Piazza Santa Maria Consolatrice fa spazio a un test di progettazione partecipata illustrato su pannelli posti a ridosso dell'edicola. E un ex fotografo in via Govone accoglie una riproduzione, tra pittura e installazione, della Polisportiva Casal Bertone Occupata, realizzata dal duo Grossi Maglioni. Cinque opere site-specific, visitabili dall'11 al 23 marzo, in quattro locali in disuso recuperati e rianimati. 

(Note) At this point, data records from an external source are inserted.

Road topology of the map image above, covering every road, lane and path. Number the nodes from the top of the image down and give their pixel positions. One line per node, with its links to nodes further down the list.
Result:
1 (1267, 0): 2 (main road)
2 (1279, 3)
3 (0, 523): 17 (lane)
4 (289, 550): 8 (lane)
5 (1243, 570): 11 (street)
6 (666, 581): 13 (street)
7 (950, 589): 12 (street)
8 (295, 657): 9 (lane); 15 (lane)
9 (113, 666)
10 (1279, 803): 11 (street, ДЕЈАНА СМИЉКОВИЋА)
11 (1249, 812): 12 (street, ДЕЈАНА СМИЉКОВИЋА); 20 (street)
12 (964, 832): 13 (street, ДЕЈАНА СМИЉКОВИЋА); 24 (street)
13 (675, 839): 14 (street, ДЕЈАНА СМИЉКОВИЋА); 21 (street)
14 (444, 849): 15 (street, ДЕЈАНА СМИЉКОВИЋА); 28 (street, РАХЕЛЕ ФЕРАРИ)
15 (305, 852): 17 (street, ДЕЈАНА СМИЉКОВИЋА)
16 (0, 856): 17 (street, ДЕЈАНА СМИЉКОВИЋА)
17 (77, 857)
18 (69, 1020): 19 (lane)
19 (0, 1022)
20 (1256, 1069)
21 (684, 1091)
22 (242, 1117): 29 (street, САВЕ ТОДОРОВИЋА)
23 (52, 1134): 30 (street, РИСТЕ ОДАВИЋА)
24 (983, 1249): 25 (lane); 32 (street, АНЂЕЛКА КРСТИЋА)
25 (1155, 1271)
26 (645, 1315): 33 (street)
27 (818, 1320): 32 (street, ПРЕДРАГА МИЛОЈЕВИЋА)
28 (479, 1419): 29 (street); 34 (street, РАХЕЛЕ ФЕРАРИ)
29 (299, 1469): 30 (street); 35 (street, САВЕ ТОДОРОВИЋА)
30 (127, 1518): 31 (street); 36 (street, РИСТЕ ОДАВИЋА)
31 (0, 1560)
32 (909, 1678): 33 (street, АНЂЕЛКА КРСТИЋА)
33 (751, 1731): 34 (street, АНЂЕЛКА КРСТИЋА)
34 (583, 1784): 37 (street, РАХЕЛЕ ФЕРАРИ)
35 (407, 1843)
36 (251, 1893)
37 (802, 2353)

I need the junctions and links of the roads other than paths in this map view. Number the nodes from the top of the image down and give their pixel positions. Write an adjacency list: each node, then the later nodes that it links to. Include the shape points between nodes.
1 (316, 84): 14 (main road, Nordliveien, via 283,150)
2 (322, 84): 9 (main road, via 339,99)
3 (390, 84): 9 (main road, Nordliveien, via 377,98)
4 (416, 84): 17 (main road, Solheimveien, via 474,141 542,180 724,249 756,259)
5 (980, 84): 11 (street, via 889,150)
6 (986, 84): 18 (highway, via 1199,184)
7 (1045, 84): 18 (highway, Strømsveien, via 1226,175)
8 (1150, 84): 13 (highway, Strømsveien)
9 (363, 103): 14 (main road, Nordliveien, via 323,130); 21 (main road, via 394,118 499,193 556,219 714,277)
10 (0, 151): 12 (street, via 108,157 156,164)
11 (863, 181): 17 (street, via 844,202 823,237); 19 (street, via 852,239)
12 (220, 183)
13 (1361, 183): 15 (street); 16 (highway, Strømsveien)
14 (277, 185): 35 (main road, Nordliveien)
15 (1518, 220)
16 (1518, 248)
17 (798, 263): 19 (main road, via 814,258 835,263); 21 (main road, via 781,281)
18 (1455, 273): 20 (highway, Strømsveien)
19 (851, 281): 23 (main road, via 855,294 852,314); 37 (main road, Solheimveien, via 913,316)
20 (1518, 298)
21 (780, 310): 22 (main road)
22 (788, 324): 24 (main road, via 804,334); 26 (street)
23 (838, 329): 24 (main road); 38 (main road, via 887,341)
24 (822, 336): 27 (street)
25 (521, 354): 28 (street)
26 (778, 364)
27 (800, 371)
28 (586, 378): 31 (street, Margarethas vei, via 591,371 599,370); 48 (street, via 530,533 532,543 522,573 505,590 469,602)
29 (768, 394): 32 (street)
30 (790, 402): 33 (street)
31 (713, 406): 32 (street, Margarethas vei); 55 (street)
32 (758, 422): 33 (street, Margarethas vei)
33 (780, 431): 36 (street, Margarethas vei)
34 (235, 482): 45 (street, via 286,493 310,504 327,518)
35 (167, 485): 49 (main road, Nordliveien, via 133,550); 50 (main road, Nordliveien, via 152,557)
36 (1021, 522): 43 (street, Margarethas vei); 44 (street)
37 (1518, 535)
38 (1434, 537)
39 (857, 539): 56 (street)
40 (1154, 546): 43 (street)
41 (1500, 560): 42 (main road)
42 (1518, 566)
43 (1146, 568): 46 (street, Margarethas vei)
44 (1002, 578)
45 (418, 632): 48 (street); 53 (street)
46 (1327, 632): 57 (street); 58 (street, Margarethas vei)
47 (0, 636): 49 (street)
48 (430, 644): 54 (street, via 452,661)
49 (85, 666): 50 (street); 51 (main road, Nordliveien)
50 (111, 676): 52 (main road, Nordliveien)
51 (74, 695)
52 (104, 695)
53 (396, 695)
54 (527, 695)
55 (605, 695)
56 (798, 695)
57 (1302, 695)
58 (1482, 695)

Un legame col territorio appositamente cercato quello di Nuova Gestione. Un'indagine sul tessuto urbano del quartiere mirata a comprenderne aspettative e problematiche, con la testimonianza diretta dei residenti. Ben esprime il concetto l'intervento di Tau Studio, di Simone d'Ottavio e Stefano Petrocchi, una ricerca tra ingegneria e architettura finalizzata allo sviluppo di una progettazione partecipata del quartiere. Pannelli illustrativi con mappe in scala e proposte scritte direttamente dai cittadini in appositi spazi sui cartelloni. Può funzionare davvero una progettazione del tessuto urbano che coinvolga in prima persona chi lo abita e lo vive? Ingegneri e architetti raccolgono i dati e tramite specifica elaborazione provano a dare una risposta. 

Nuova Gestione 8-2

"Un progetto importante, portato avanti da ragazzi che hanno voluto osare qualcosa che si fa molto in altre città europee - commenta l'assessore ai Lavori Pubblici e alle Periferie, Paolo Masini presente all'inaugurazione dell'evento - Da un lato si fa rivivere gli spazi lasciati vuoti, dall'altro si dà ai ragazzi un'opportunità di espressione delle proprio opere. Il progetto ha un plus valore in un momento di crisi come questo". Altra particolarità dell'evento è che "non sono opere calate dall'alto, gli artisti prima cercano un dialogo con il territorio, con i cittadini, con l'intento di integrare memoria del territorio e innovazione". 

Chi paga gli spazi? Sono gli stessi privati a mettere a disposizione i propri locali, guadagnando in visibilità, per chi cerca acquirenti o affittuari, e, per lo più, in rivalorizzazione.